After applying sunscreen and moisturizer, I use the Pacifica Alight Multi-Mineral BB Cream to even out my skin tone and provide a very light coverage that allows skin to still be seen. I then use the Glossier Stretch Concealer under the eyes, around the nose and on any blemishes, I love how this product doesn’t appear patchy or too opaque. I lightly fill in the holes in my brows with the Anastasia Brow Wiz in Medium and brush them up with the Pixi by Petra Clear Brow Tamer, you can buy at Target. I use the Josie Maran Coconut Watercolor Cheek Gelee in Honeymoon Honey on my lips and cheeks for a subtle flush.

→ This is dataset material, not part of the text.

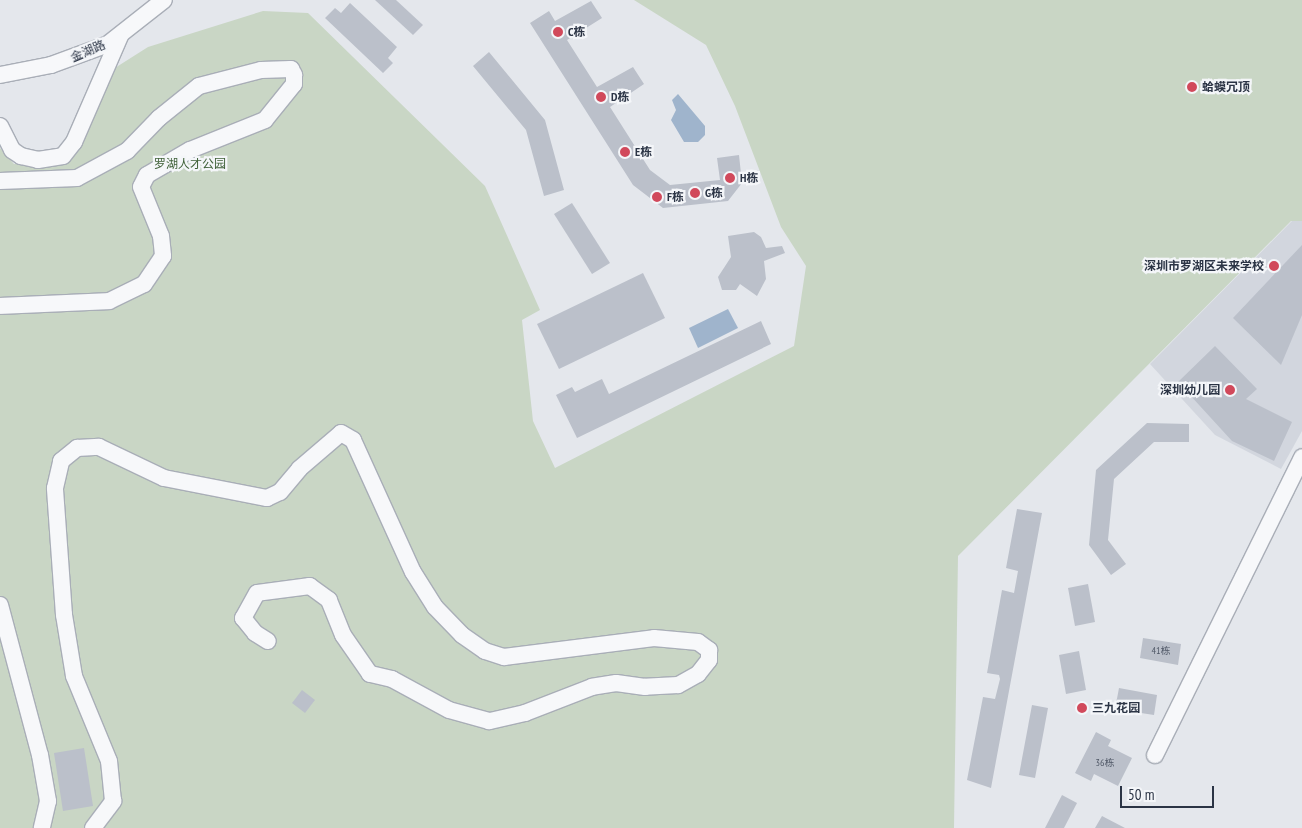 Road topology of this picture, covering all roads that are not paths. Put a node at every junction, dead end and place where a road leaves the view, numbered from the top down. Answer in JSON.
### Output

I have a dinky Revlon Lash Curler from the drugstore that works just fine, make sure you use those extra foam inserts they give you, just switch it out every few months. I prefer brown mascara, it’s less harsh. I’ve been testing out the Pacifica Length & Strength Mineral Mascara in Stardust which I really like, and it’s not waterproof and lasts. Lastly, I use some Homeoplasmine on my upper cheeks as a dewy highlight and usually add some to my eternally dry lips. I picked this up in bulk on my last trip to Paris, but Elizabeth Arden 8 hour cream or the Honest Company Healing Balm are totally comparable products available in the US.

Just remember, you are pretty great. And you are pretty. We are all “flawed” and all have things we hate about ourselves, and it’s just dumb. As the wonderfully beautiful Jenny Slate once tweeted, “It’s so weird that bodies are bodies and that’s it, but we just can’t get over it.” So whether it’s our face, or our body, let’s just get over it.